Justification After Empire: Constitutionalism, Knowledge, and the Ethics of Power examines how modern societies justify political authority and legitimacy in the wake of empire. The book explores the relationship between constitutionalism, knowledge, and power, asking how the moral and institutional legacies of empire continue to shape democratic life and international order. At its core, it treats constitutionalism as a site of knowledge and ethical reconstruction. Rather than viewing the constitution as a purely legal instrument, it approaches it as an epistemic and normative framework. Through this lens, the book connects the grammars of anticolonial thought to the institutional challenges of plural democracies, where competing claims to intelligibility, progress, and self-respect are continuously negotiated.

The project begins from a central question: what does it mean to justify political authority after empire? Imperial rule claimed moral universality and administrative reason; its collapse left a profound gap in the foundations of legitimacy. Justification After Empire traces how that gap was addressed through anticolonial knowledge formation, constitutional design, and the infrastructures of governance.
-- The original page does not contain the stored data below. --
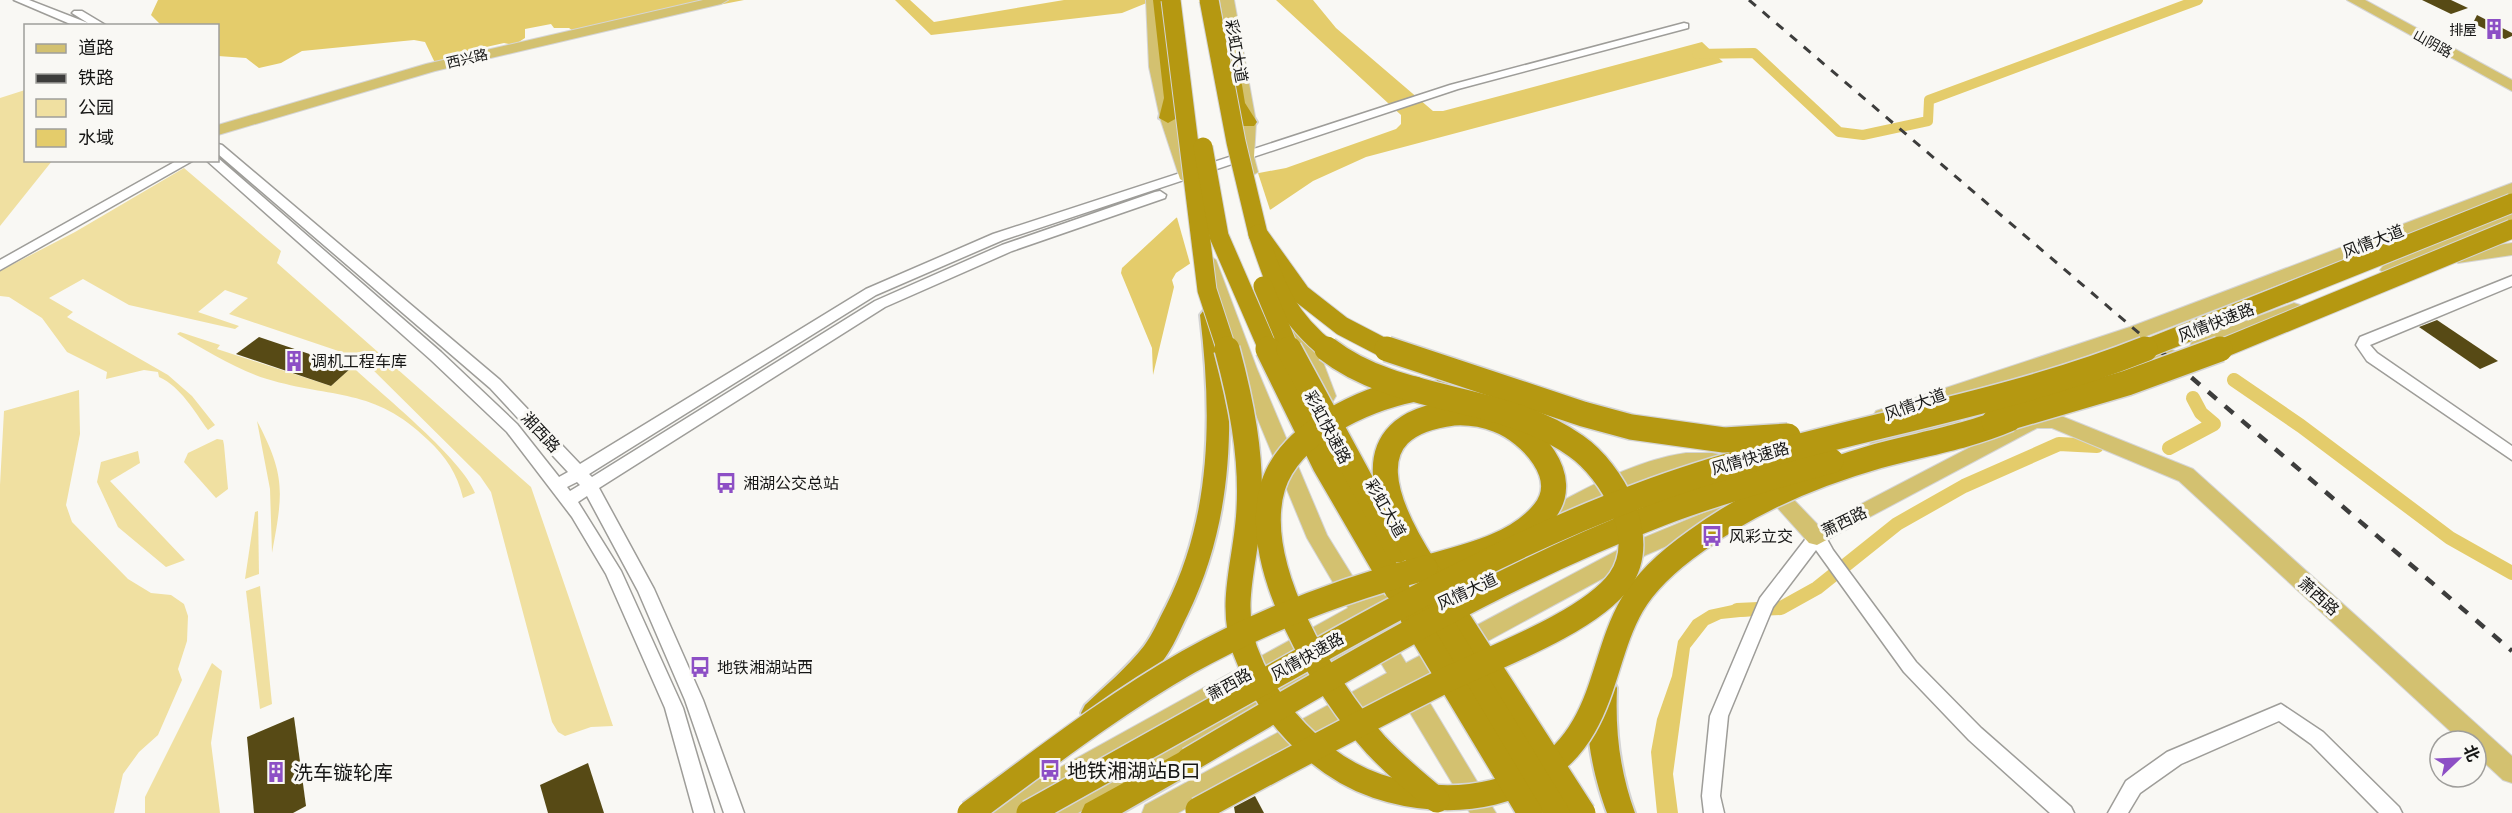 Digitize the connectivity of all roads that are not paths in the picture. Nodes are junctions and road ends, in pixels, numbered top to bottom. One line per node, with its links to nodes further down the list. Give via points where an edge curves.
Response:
1 (19, 0): 11 (street)
2 (42, 0): 12 (street)
3 (689, 0): 17 (main road, 西兴路, via 432,59)
4 (721, 0): 19 (main road, 西兴路, via 431,67)
5 (1185, 0): 71 (highway, 彩虹快速路, bridge, via 1202,144 1219,236 1250,312 1352,514)
6 (1200, 0): 72 (highway, 彩虹快速路, bridge, via 1221,143 1241,221 1273,313 1350,467)
7 (2354, 0): 15 (main road, 山阴路)
8 (2374, 0): 14 (main road, 山阴路)
9 (1160, 1): 16 (main road, via 1157,67); 16 (highway, via 1173,98); 37 (highway, bridge)
10 (1221, 1): 18 (main road, 彩虹大道); 18 (highway, via 1236,104); 28 (highway, bridge, via 1236,142)
11 (81, 24)
12 (98, 24)
13 (1684, 26): 23 (street, via 1424,97)
14 (2512, 73)
15 (2512, 86)
16 (1168, 118): 24 (main road)
17 (219, 119)
18 (1248, 123): 23 (main road, 彩虹大道)
19 (219, 130)
20 (219, 149): 43 (street, 湘西路, via 495,384)
21 (184, 162): 34 (street)
22 (214, 162): 44 (street, 湘西路, via 504,420)
23 (1248, 163): 24 (street); 28 (main road, 彩虹大道)
24 (1190, 187): 43 (street, via 1007,248 880,304); 51 (main road, bridge, via 1208,261 1247,369 1318,538)
25 (2512, 188): 42 (main road, 风情大道, via 2137,332 1966,386)
26 (2512, 203): 40 (highway, 风情快速路, bridge, via 2115,361 1978,401)
27 (2512, 217): 35 (main road)
28 (1261, 228): 38 (highway, bridge, via 1301,294 1342,326 1391,351); 49 (main road, 彩虹大道, via 1321,388); 68 (highway, bridge, via 1283,301 1338,357 1410,389 1492,406 1561,433 1581,448 1612,482 1631,526 1632,546 1627,568 1616,586 1593,604)
29 (2512, 229): 31 (highway, 风情快速路, bridge)
30 (2512, 235): 31 (highway, bridge); 33 (main road, 风情大道)
31 (2484, 240): 39 (highway, 风情快速路, bridge, via 2166,370)
32 (2512, 249): 33 (main road)
33 (2458, 257): 35 (main road, 风情大道)
34 (0, 266)
35 (2389, 270): 45 (main road, 风情大道, via 2198,347 1932,426)
36 (2512, 281): 41 (street, via 2363,345 2372,357)
37 (1207, 290): 54 (highway, bridge, via 1220,324 1248,462 1248,512 1235,598 1238,627 1247,655 1275,705 1322,756 1361,779 1413,797 1452,800 1505,790 1539,774 1575,740); 57 (highway, bridge, via 1214,339 1218,457 1204,547 1191,582 1154,652)
38 (1520, 394): 40 (highway, bridge, via 1631,427 1712,439 1765,438); 69 (highway, bridge, via 1445,386 1410,390 1344,414 1296,449 1275,482 1269,517 1272,553 1283,590 1324,675 1367,735)
39 (2009, 419): 54 (highway, bridge, via 1985,430 1860,461 1769,498 1713,529 1678,555 1632,605); 66 (highway, 风情快速路, bridge, via 1732,487 1577,550 1348,668)
40 (1884, 423): 64 (highway, 风情快速路, bridge, via 1689,476 1526,544 1343,636)
41 (2512, 454)
42 (1746, 464): 45 (main road, 萧西路); 46 (main road, 萧西路, via 1681,462 1644,473); 47 (main road, 风情大道)
43 (584, 479): 44 (street); 61 (street, 湘西路, via 646,589 694,700)
44 (563, 493): 60 (street, 湘西路, via 613,571 674,708)
45 (1774, 493): 48 (main road, 萧西路); 53 (main road, 风情大道, via 1603,568)
46 (1553, 516): 47 (main road); 49 (main road, 萧西路)
47 (1605, 526): 50 (main road, 风情大道)
48 (1822, 546): 59 (main road, 萧西路, via 2034,421 2054,421 2186,475); 76 (street, via 1766,603 1757,620 1719,716 1711,795); 77 (street, via 1910,667 1974,734)
49 (1425, 577): 50 (main road, 彩虹大道); 51 (main road, 萧西路)
50 (1440, 603): 52 (main road, 风情大道); 53 (main road, 彩虹大道)
51 (1361, 609): 52 (main road); 58 (main road, 萧西路)
52 (1378, 636): 55 (main road); 56 (main road, 风情大道, bridge)
53 (1464, 641): 55 (main road); 73 (main road, 彩虹大道)
54 (1605, 671): 75 (highway, bridge, via 1602,741 1607,771)
55 (1402, 676): 67 (main road, bridge); 70 (main road)
56 (1189, 740): 58 (main road); 65 (main road)
57 (1054, 753): 62 (highway, bridge); 74 (highway, bridge, via 1166,675 1254,627 1370,582 1423,567 1433,564 1470,554 1491,547 1536,522 1552,498 1551,473 1545,460 1523,434 1507,423 1476,413 1433,416 1395,437 1384,464 1387,492 1425,566 1431,575)
58 (1099, 758): 63 (main road, 萧西路)
59 (2512, 772)
60 (704, 813)
61 (734, 813)
62 (970, 813)
63 (1001, 813)
64 (1029, 813)
65 (1054, 813)
66 (1095, 813)
67 (1154, 813)
68 (1192, 813)
69 (1452, 813)
70 (1484, 813)
71 (1530, 813)
72 (1557, 813)
73 (1572, 813)
74 (1583, 813)
75 (1622, 813)
76 (1714, 813)
77 (2064, 813)
78 (2118, 813): 79 (street, via 2133,787 2174,758 2281,712 2317,738)
79 (2392, 813)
It argues that the moral claims of modern democracy after empire are inseparable from the infrastructures that sustain them: legal frameworks, institutions of knowledge, and digital architectures that organize visibility and recognition.

The argument unfolds through three interconnected dimensions. It first reframes constitutionalism as a justificatory practice rather than a static legal form, showing how constitutions become living sites where societies negotiate the terms of inclusion, recognition, and stability. It then examines knowledge as an infrastructure of power, exploring how social science, law, and technology render subjects intelligible to authority. Finally, it situates these discussions within an ethics of power, asking how justification can be sustained under conditions of hierarchy and pluralism, and how institutions translate ideals of dignity and equality into durable forms of political life.
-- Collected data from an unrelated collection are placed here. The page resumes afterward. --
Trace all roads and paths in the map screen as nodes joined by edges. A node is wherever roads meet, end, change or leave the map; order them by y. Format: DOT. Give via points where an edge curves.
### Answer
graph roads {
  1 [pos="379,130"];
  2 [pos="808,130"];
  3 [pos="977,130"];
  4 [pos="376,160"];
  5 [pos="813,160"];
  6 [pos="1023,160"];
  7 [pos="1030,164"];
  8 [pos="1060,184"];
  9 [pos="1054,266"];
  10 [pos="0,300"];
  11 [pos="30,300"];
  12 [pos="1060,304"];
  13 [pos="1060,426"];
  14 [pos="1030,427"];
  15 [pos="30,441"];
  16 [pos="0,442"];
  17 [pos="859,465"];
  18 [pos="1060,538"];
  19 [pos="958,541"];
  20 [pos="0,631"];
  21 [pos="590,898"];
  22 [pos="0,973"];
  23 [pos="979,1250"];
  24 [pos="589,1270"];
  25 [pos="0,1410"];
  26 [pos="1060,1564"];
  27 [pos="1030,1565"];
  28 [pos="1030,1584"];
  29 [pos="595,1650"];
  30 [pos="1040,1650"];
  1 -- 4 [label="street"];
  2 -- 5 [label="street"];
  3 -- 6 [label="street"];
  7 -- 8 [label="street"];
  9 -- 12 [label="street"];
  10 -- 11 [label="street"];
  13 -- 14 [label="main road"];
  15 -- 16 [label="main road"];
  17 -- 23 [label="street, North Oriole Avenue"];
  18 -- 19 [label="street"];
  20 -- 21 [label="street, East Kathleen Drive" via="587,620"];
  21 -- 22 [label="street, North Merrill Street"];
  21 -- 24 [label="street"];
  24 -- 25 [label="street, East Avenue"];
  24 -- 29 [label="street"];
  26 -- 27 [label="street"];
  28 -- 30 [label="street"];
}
Methodologically, the book weaves political theory, legal analysis, and the history of knowledge to show how justification operates as both a conceptual and institutional process. The early chapters examine how anticolonial thinkers such as Ambedkar, Azad, and Nehru grappled with the collapse of imperial authority and sought to reconstruct legitimacy through ethics and law. Later chapters trace how these justificatory forms were reinterpreted in moments of democratic crisis through majoritarian politics, constitutional reinterpretation, and the expansion of digital governance. The concluding chapter extends the analysis to the algorithmic age, arguing that computational infrastructures have become the newest architecture of justification, redefining what counts as knowledge and how political subjects become legible to the state and to international institutions. In this context, the book introduces the Knowledge of Structures Problem, a framework for analyzing how algorithmic systems reproduce earlier patterns of authority and recognition.

Across these domains, Justification After Empire advances a broader argument: that the endurance of democracy depends not only on institutional design but on the ethical and epistemic conditions that make justification possible. By linking constitutionalism, knowledge, and the ethics of power, the book offers both a historical interpretation and a normative vision of how legitimacy can be rebuilt in an unequal and interdependent world.